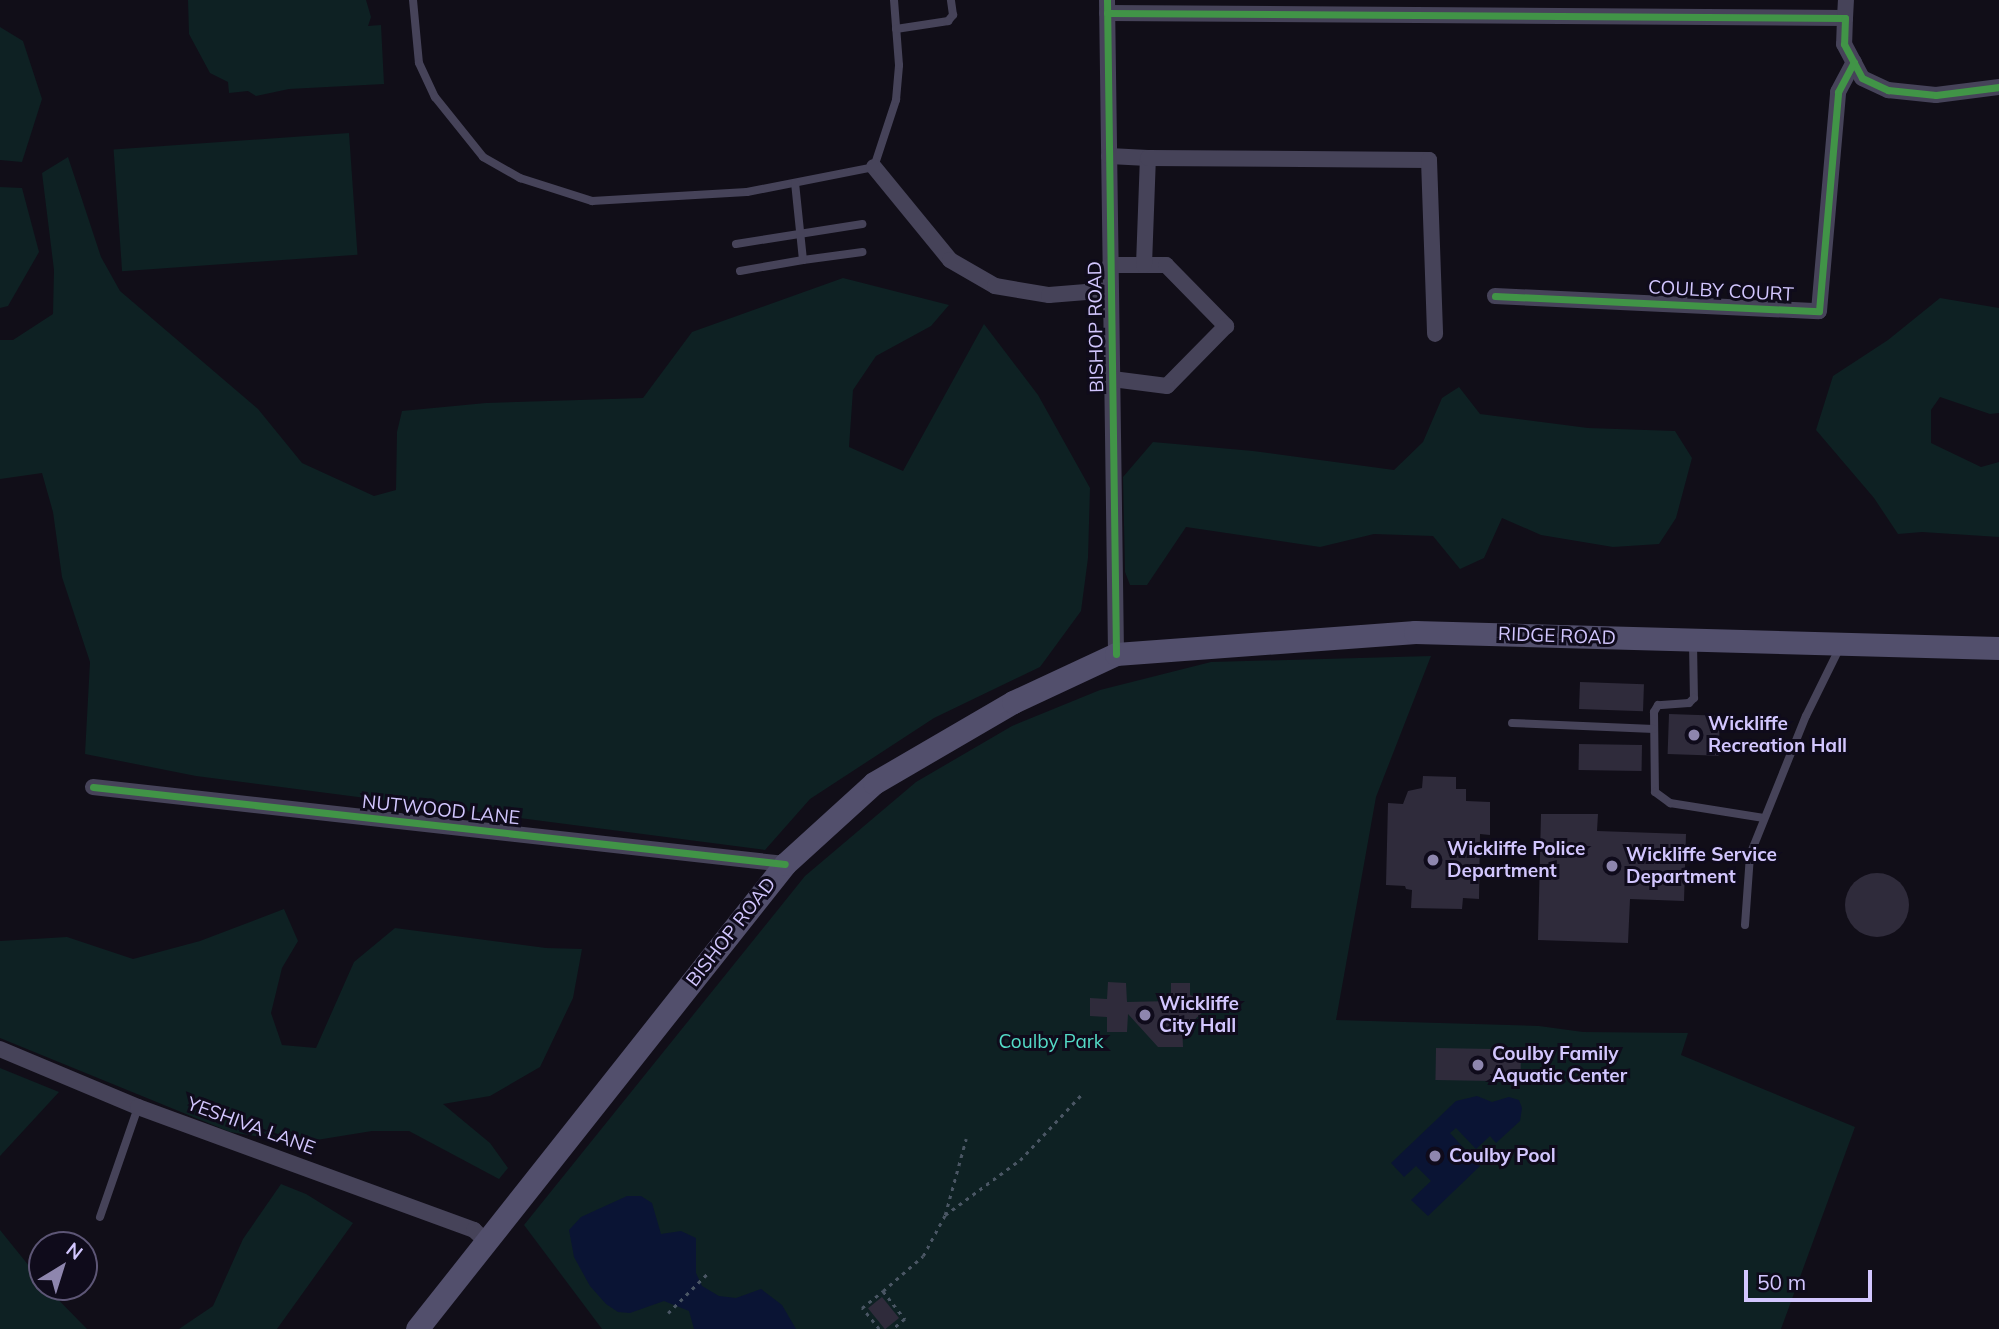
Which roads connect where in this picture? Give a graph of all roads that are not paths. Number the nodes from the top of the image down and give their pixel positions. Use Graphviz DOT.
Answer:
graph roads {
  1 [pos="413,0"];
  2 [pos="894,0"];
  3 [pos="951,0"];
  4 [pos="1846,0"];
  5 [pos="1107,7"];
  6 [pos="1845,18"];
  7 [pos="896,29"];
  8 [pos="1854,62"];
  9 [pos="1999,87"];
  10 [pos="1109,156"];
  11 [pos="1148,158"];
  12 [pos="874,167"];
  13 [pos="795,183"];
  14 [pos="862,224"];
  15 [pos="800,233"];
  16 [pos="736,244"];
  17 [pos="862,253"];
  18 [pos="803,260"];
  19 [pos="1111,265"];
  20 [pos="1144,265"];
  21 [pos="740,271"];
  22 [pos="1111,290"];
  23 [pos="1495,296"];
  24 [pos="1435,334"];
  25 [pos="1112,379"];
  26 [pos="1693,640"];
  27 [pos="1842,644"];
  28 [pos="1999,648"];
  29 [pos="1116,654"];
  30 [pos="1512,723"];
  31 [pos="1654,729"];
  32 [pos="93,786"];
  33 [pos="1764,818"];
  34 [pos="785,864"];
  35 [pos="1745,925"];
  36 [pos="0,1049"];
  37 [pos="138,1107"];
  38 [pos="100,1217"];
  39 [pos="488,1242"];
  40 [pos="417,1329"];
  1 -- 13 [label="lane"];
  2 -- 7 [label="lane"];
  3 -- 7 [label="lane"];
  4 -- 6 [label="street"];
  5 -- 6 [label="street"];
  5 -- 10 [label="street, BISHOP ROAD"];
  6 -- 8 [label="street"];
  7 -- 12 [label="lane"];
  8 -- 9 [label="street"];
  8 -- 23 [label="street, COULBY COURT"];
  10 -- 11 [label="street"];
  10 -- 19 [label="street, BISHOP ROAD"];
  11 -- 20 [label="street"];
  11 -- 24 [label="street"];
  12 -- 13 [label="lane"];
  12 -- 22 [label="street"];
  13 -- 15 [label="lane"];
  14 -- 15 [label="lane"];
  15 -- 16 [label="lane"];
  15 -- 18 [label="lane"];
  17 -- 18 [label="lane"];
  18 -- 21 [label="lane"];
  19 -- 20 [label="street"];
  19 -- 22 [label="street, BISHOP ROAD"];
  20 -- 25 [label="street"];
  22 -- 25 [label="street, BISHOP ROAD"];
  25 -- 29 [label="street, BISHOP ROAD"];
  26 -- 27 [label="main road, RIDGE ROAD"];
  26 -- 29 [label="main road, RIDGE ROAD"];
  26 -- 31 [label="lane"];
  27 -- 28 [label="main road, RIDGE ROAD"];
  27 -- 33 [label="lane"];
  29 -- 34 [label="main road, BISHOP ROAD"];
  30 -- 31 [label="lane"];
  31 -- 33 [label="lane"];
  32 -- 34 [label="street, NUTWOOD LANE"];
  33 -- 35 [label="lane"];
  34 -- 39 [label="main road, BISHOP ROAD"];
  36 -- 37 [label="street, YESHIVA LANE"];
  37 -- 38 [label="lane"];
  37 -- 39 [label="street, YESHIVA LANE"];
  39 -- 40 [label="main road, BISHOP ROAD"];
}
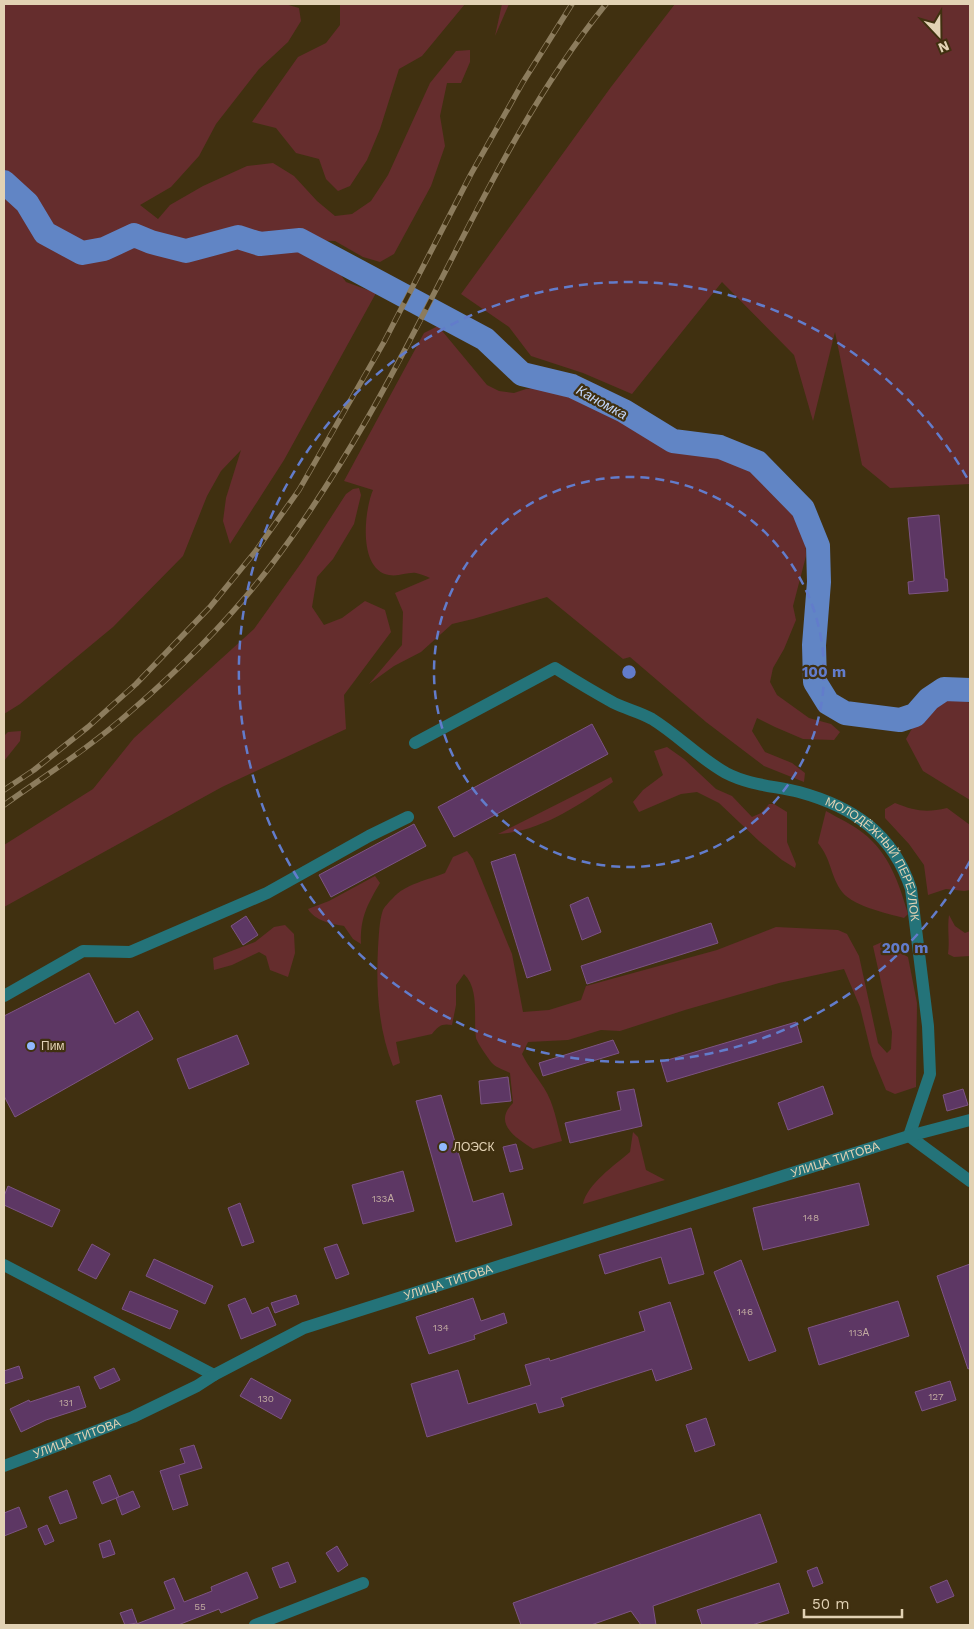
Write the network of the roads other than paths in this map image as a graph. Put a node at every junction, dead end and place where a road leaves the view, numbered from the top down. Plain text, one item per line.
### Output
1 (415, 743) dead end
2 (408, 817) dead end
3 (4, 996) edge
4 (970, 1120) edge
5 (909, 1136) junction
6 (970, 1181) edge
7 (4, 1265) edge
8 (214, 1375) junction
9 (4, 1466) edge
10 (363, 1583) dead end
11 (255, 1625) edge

-*-

# WORK INSTRUCTION:
Starting with the top line, write out all the data above exactly; keep the pictures out.

# EXERCISE SOLUTION:
Which roads connect where in this picture? Give a graph of all roads that are not paths. Number the nodes from the top of the image down and give their pixel positions. Use Graphviz DOT.
Answer:
graph roads {
  1 [pos="413,0"];
  2 [pos="894,0"];
  3 [pos="951,0"];
  4 [pos="1846,0"];
  5 [pos="1107,7"];
  6 [pos="1845,18"];
  7 [pos="896,29"];
  8 [pos="1854,62"];
  9 [pos="1999,87"];
  10 [pos="1109,156"];
  11 [pos="1148,158"];
  12 [pos="874,167"];
  13 [pos="795,183"];
  14 [pos="862,224"];
  15 [pos="800,233"];
  16 [pos="736,244"];
  17 [pos="862,253"];
  18 [pos="803,260"];
  19 [pos="1111,265"];
  20 [pos="1144,265"];
  21 [pos="740,271"];
  22 [pos="1111,290"];
  23 [pos="1495,296"];
  24 [pos="1435,334"];
  25 [pos="1112,379"];
  26 [pos="1693,640"];
  27 [pos="1842,644"];
  28 [pos="1999,648"];
  29 [pos="1116,654"];
  30 [pos="1512,723"];
  31 [pos="1654,729"];
  32 [pos="93,786"];
  33 [pos="1764,818"];
  34 [pos="785,864"];
  35 [pos="1745,925"];
  36 [pos="0,1049"];
  37 [pos="138,1107"];
  38 [pos="100,1217"];
  39 [pos="488,1242"];
  40 [pos="417,1329"];
  1 -- 13 [label="lane"];
  2 -- 7 [label="lane"];
  3 -- 7 [label="lane"];
  4 -- 6 [label="street"];
  5 -- 6 [label="street"];
  5 -- 10 [label="street, BISHOP ROAD"];
  6 -- 8 [label="street"];
  7 -- 12 [label="lane"];
  8 -- 9 [label="street"];
  8 -- 23 [label="street, COULBY COURT"];
  10 -- 11 [label="street"];
  10 -- 19 [label="street, BISHOP ROAD"];
  11 -- 20 [label="street"];
  11 -- 24 [label="street"];
  12 -- 13 [label="lane"];
  12 -- 22 [label="street"];
  13 -- 15 [label="lane"];
  14 -- 15 [label="lane"];
  15 -- 16 [label="lane"];
  15 -- 18 [label="lane"];
  17 -- 18 [label="lane"];
  18 -- 21 [label="lane"];
  19 -- 20 [label="street"];
  19 -- 22 [label="street, BISHOP ROAD"];
  20 -- 25 [label="street"];
  22 -- 25 [label="street, BISHOP ROAD"];
  25 -- 29 [label="street, BISHOP ROAD"];
  26 -- 27 [label="main road, RIDGE ROAD"];
  26 -- 29 [label="main road, RIDGE ROAD"];
  26 -- 31 [label="lane"];
  27 -- 28 [label="main road, RIDGE ROAD"];
  27 -- 33 [label="lane"];
  29 -- 34 [label="main road, BISHOP ROAD"];
  30 -- 31 [label="lane"];
  31 -- 33 [label="lane"];
  32 -- 34 [label="street, NUTWOOD LANE"];
  33 -- 35 [label="lane"];
  34 -- 39 [label="main road, BISHOP ROAD"];
  36 -- 37 [label="street, YESHIVA LANE"];
  37 -- 38 [label="lane"];
  37 -- 39 [label="street, YESHIVA LANE"];
  39 -- 40 [label="main road, BISHOP ROAD"];
}
Write the network of the roads other than paths in this map image as a graph. Put a node at every junction, dead end and place where a road leaves the view, numbered from the top down. Plain text, one item per line.
### Output
1 (415, 743) dead end
2 (408, 817) dead end
3 (4, 996) edge
4 (970, 1120) edge
5 (909, 1136) junction
6 (970, 1181) edge
7 (4, 1265) edge
8 (214, 1375) junction
9 (4, 1466) edge
10 (363, 1583) dead end
11 (255, 1625) edge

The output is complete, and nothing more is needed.